==== MATERIALS PROVIDED
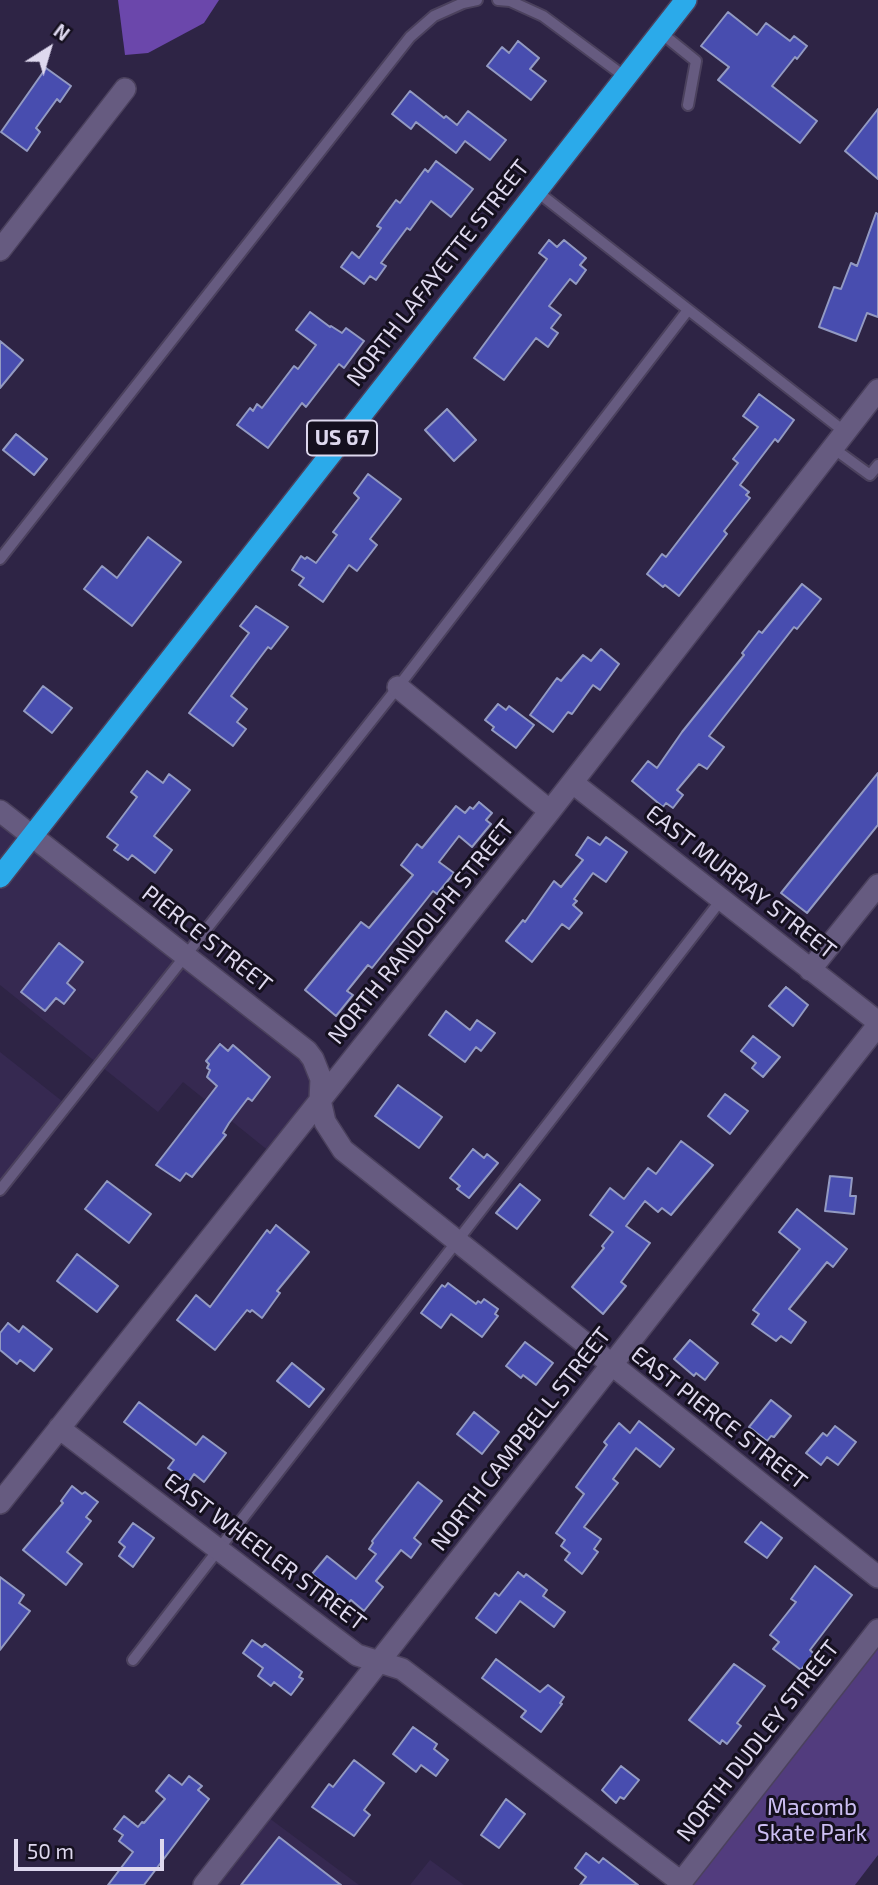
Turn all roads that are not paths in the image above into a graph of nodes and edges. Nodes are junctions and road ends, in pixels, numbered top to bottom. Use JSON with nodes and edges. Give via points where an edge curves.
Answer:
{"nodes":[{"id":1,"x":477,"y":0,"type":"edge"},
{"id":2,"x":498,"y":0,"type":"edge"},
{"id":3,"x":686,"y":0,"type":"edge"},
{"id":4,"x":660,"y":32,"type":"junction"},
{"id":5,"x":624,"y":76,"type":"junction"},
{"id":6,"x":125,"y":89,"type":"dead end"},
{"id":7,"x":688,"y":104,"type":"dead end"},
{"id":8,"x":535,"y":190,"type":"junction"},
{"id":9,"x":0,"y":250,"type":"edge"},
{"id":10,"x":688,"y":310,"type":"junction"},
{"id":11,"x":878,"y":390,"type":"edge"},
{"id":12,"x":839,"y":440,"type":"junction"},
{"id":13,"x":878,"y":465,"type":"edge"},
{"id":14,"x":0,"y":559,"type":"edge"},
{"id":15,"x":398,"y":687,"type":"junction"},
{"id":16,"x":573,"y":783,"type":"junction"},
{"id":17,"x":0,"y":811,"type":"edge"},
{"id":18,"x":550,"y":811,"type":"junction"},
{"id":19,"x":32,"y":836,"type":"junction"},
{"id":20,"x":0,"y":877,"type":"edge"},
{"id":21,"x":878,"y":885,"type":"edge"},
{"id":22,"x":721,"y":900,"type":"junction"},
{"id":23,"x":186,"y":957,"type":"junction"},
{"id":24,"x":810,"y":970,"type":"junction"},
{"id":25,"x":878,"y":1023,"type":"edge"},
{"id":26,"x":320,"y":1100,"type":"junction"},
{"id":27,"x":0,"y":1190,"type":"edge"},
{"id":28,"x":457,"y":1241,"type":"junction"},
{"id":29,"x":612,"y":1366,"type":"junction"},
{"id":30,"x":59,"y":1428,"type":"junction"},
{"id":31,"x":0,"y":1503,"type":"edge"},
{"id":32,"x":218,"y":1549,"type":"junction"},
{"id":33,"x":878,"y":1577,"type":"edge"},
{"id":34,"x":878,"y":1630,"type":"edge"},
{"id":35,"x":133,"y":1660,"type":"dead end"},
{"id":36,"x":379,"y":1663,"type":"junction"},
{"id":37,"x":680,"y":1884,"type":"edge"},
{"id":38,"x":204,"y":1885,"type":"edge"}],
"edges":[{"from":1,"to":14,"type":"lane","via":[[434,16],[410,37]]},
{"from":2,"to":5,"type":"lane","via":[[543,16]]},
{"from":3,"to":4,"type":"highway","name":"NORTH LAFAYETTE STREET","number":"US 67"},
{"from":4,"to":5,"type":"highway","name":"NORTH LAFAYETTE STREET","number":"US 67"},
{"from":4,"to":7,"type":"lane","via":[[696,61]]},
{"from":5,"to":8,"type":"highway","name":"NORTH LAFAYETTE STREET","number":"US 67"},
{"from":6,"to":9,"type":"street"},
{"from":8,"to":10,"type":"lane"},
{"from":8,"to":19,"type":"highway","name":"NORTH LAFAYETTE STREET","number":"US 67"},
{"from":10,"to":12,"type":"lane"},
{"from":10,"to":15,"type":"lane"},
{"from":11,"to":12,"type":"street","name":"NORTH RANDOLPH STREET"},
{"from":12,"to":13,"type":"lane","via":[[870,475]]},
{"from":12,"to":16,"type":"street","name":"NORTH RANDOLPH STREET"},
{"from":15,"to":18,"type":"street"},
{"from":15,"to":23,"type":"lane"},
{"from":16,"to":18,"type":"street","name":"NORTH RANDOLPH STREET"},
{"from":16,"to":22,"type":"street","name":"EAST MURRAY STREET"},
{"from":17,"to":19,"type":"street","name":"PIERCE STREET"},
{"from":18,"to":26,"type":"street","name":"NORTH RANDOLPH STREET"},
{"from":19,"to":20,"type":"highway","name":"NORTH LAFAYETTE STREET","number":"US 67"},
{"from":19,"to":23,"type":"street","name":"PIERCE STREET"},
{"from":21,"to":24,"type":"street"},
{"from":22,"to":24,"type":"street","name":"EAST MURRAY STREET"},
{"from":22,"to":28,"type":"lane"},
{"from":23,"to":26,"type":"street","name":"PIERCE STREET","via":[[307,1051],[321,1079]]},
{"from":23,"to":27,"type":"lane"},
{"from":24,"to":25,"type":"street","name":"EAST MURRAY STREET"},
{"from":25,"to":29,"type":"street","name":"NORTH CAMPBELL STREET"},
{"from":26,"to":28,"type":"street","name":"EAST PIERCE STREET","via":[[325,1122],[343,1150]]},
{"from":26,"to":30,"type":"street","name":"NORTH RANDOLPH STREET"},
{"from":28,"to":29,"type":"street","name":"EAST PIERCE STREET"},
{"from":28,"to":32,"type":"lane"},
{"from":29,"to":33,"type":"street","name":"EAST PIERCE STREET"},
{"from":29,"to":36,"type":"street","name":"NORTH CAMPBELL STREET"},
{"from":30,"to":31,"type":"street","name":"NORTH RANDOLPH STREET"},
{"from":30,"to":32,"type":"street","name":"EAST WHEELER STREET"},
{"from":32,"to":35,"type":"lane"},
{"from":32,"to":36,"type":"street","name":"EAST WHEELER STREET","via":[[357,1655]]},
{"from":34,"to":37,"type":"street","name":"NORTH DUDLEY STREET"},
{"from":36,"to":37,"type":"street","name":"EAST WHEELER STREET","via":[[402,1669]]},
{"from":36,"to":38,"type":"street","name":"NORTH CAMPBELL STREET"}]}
========
### ASSIGNMENT
Nothing but the pictures may be dropped; output the records above exactly.

### OUTPUT
Turn all roads that are not paths in the image above into a graph of nodes and edges. Nodes are junctions and road ends, in pixels, numbered top to bottom. Use JSON with nodes and edges. Give via points where an edge curves.
Answer:
{"nodes":[{"id":1,"x":477,"y":0,"type":"edge"},
{"id":2,"x":498,"y":0,"type":"edge"},
{"id":3,"x":686,"y":0,"type":"edge"},
{"id":4,"x":660,"y":32,"type":"junction"},
{"id":5,"x":624,"y":76,"type":"junction"},
{"id":6,"x":125,"y":89,"type":"dead end"},
{"id":7,"x":688,"y":104,"type":"dead end"},
{"id":8,"x":535,"y":190,"type":"junction"},
{"id":9,"x":0,"y":250,"type":"edge"},
{"id":10,"x":688,"y":310,"type":"junction"},
{"id":11,"x":878,"y":390,"type":"edge"},
{"id":12,"x":839,"y":440,"type":"junction"},
{"id":13,"x":878,"y":465,"type":"edge"},
{"id":14,"x":0,"y":559,"type":"edge"},
{"id":15,"x":398,"y":687,"type":"junction"},
{"id":16,"x":573,"y":783,"type":"junction"},
{"id":17,"x":0,"y":811,"type":"edge"},
{"id":18,"x":550,"y":811,"type":"junction"},
{"id":19,"x":32,"y":836,"type":"junction"},
{"id":20,"x":0,"y":877,"type":"edge"},
{"id":21,"x":878,"y":885,"type":"edge"},
{"id":22,"x":721,"y":900,"type":"junction"},
{"id":23,"x":186,"y":957,"type":"junction"},
{"id":24,"x":810,"y":970,"type":"junction"},
{"id":25,"x":878,"y":1023,"type":"edge"},
{"id":26,"x":320,"y":1100,"type":"junction"},
{"id":27,"x":0,"y":1190,"type":"edge"},
{"id":28,"x":457,"y":1241,"type":"junction"},
{"id":29,"x":612,"y":1366,"type":"junction"},
{"id":30,"x":59,"y":1428,"type":"junction"},
{"id":31,"x":0,"y":1503,"type":"edge"},
{"id":32,"x":218,"y":1549,"type":"junction"},
{"id":33,"x":878,"y":1577,"type":"edge"},
{"id":34,"x":878,"y":1630,"type":"edge"},
{"id":35,"x":133,"y":1660,"type":"dead end"},
{"id":36,"x":379,"y":1663,"type":"junction"},
{"id":37,"x":680,"y":1884,"type":"edge"},
{"id":38,"x":204,"y":1885,"type":"edge"}],
"edges":[{"from":1,"to":14,"type":"lane","via":[[434,16],[410,37]]},
{"from":2,"to":5,"type":"lane","via":[[543,16]]},
{"from":3,"to":4,"type":"highway","name":"NORTH LAFAYETTE STREET","number":"US 67"},
{"from":4,"to":5,"type":"highway","name":"NORTH LAFAYETTE STREET","number":"US 67"},
{"from":4,"to":7,"type":"lane","via":[[696,61]]},
{"from":5,"to":8,"type":"highway","name":"NORTH LAFAYETTE STREET","number":"US 67"},
{"from":6,"to":9,"type":"street"},
{"from":8,"to":10,"type":"lane"},
{"from":8,"to":19,"type":"highway","name":"NORTH LAFAYETTE STREET","number":"US 67"},
{"from":10,"to":12,"type":"lane"},
{"from":10,"to":15,"type":"lane"},
{"from":11,"to":12,"type":"street","name":"NORTH RANDOLPH STREET"},
{"from":12,"to":13,"type":"lane","via":[[870,475]]},
{"from":12,"to":16,"type":"street","name":"NORTH RANDOLPH STREET"},
{"from":15,"to":18,"type":"street"},
{"from":15,"to":23,"type":"lane"},
{"from":16,"to":18,"type":"street","name":"NORTH RANDOLPH STREET"},
{"from":16,"to":22,"type":"street","name":"EAST MURRAY STREET"},
{"from":17,"to":19,"type":"street","name":"PIERCE STREET"},
{"from":18,"to":26,"type":"street","name":"NORTH RANDOLPH STREET"},
{"from":19,"to":20,"type":"highway","name":"NORTH LAFAYETTE STREET","number":"US 67"},
{"from":19,"to":23,"type":"street","name":"PIERCE STREET"},
{"from":21,"to":24,"type":"street"},
{"from":22,"to":24,"type":"street","name":"EAST MURRAY STREET"},
{"from":22,"to":28,"type":"lane"},
{"from":23,"to":26,"type":"street","name":"PIERCE STREET","via":[[307,1051],[321,1079]]},
{"from":23,"to":27,"type":"lane"},
{"from":24,"to":25,"type":"street","name":"EAST MURRAY STREET"},
{"from":25,"to":29,"type":"street","name":"NORTH CAMPBELL STREET"},
{"from":26,"to":28,"type":"street","name":"EAST PIERCE STREET","via":[[325,1122],[343,1150]]},
{"from":26,"to":30,"type":"street","name":"NORTH RANDOLPH STREET"},
{"from":28,"to":29,"type":"street","name":"EAST PIERCE STREET"},
{"from":28,"to":32,"type":"lane"},
{"from":29,"to":33,"type":"street","name":"EAST PIERCE STREET"},
{"from":29,"to":36,"type":"street","name":"NORTH CAMPBELL STREET"},
{"from":30,"to":31,"type":"street","name":"NORTH RANDOLPH STREET"},
{"from":30,"to":32,"type":"street","name":"EAST WHEELER STREET"},
{"from":32,"to":35,"type":"lane"},
{"from":32,"to":36,"type":"street","name":"EAST WHEELER STREET","via":[[357,1655]]},
{"from":34,"to":37,"type":"street","name":"NORTH DUDLEY STREET"},
{"from":36,"to":37,"type":"street","name":"EAST WHEELER STREET","via":[[402,1669]]},
{"from":36,"to":38,"type":"street","name":"NORTH CAMPBELL STREET"}]}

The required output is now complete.